**Information shown**
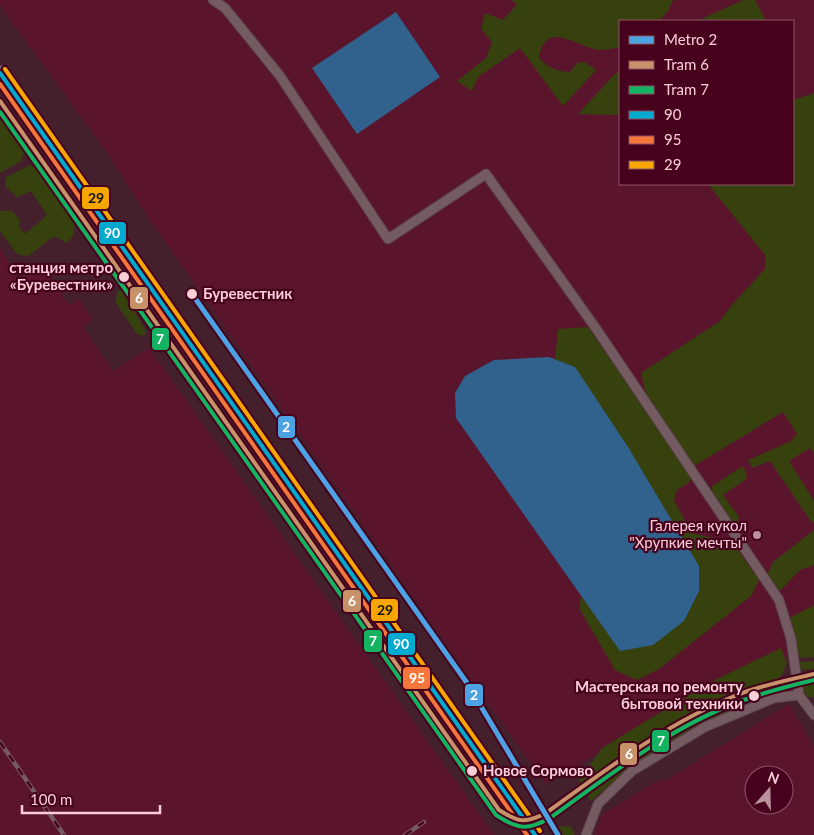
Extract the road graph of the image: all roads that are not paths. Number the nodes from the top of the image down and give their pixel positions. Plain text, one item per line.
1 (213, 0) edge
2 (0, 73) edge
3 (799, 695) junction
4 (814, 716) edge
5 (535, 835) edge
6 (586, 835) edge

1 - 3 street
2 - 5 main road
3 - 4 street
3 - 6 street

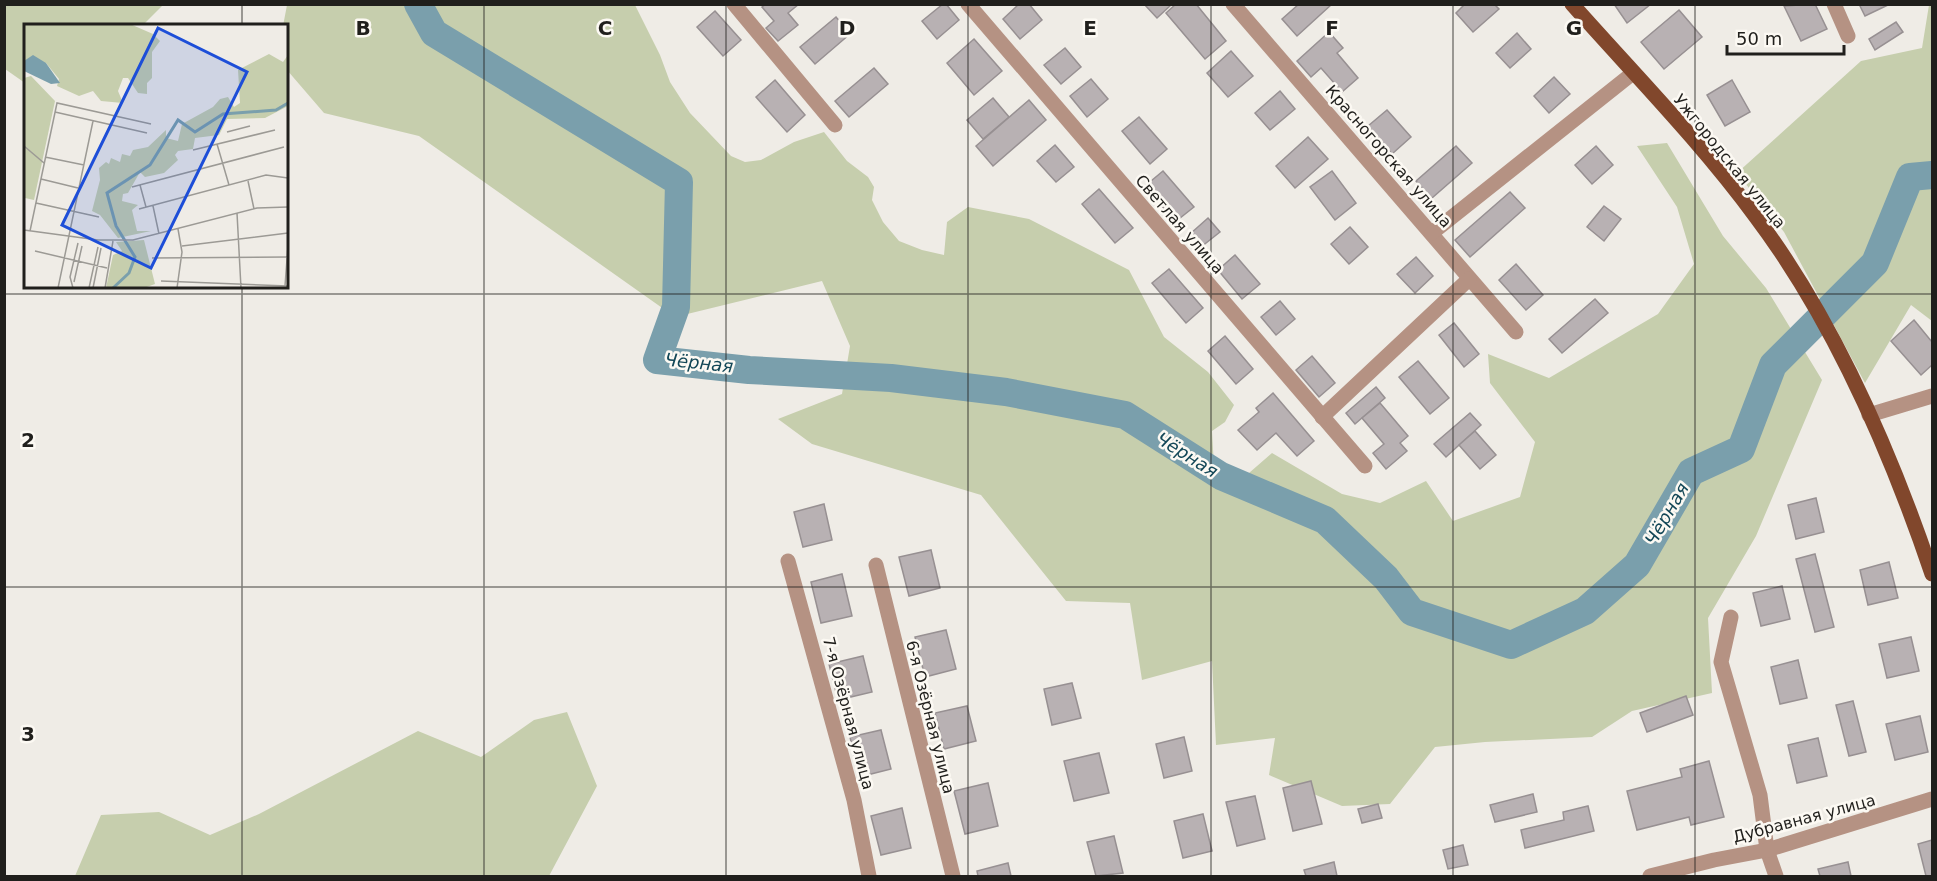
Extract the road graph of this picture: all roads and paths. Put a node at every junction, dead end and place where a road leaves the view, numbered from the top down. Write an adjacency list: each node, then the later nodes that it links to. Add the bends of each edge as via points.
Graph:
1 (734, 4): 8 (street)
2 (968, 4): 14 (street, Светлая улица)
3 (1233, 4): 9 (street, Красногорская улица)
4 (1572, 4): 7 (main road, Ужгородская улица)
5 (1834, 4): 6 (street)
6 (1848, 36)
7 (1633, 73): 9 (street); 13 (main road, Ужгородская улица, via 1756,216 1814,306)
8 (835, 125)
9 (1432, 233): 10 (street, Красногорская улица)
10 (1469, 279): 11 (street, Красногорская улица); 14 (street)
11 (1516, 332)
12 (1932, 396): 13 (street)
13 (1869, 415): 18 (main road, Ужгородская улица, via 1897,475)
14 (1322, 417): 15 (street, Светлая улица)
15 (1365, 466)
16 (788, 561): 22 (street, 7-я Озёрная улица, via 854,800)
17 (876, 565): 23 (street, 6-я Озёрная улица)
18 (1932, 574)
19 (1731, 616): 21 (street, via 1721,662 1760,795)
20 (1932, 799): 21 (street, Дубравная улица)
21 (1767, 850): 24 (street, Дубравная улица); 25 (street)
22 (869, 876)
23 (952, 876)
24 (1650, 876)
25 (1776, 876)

**What is expected**
Nothing but the lines from the beginning of the material through the line with "Extract the road graph of this" should appear, printed exactly, with no pictures among them.

**Result below**
Extract the road graph of the image: all roads that are not paths. Number the nodes from the top of the image down and give their pixel positions. Plain text, one item per line.
1 (213, 0) edge
2 (0, 73) edge
3 (799, 695) junction
4 (814, 716) edge
5 (535, 835) edge
6 (586, 835) edge

1 - 3 street
2 - 5 main road
3 - 4 street
3 - 6 street

Extract the road graph of this picture: all roads and paths. Put a node at every junction, dead end and place where a road leaves the view, numbered from the top down. Write an adjacency list: each node, then the later nodes that it links to. Add the bends of each edge as via points.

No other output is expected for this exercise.